◆ **Problem**:
Copy out each line featuring the string "Avenida" from the entries beneath.

(Stored data entries)

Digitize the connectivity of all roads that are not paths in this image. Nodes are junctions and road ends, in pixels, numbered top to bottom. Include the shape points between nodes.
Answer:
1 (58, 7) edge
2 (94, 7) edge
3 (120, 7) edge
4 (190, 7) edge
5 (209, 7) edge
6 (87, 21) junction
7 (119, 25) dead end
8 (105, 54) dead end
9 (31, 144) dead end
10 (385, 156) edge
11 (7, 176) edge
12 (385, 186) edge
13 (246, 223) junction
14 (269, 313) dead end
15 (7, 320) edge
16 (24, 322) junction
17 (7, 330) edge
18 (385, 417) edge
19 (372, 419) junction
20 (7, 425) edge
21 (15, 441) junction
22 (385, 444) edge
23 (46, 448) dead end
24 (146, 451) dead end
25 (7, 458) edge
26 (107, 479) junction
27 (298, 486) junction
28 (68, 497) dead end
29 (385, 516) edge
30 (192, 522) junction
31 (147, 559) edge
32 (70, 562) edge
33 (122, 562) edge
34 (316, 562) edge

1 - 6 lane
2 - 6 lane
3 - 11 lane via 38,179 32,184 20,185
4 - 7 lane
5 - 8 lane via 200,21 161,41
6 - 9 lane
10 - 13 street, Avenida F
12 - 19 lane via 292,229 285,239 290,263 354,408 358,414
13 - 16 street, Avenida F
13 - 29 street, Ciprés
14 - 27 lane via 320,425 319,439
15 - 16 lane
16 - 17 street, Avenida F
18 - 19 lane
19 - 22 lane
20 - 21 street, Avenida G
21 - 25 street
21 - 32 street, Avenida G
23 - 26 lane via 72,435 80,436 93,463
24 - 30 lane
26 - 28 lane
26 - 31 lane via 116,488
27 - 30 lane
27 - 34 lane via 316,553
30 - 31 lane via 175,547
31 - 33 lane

◆ **Your response**:
10 - 13 street, Avenida F
13 - 16 street, Avenida F
16 - 17 street, Avenida F
20 - 21 street, Avenida G
21 - 32 street, Avenida G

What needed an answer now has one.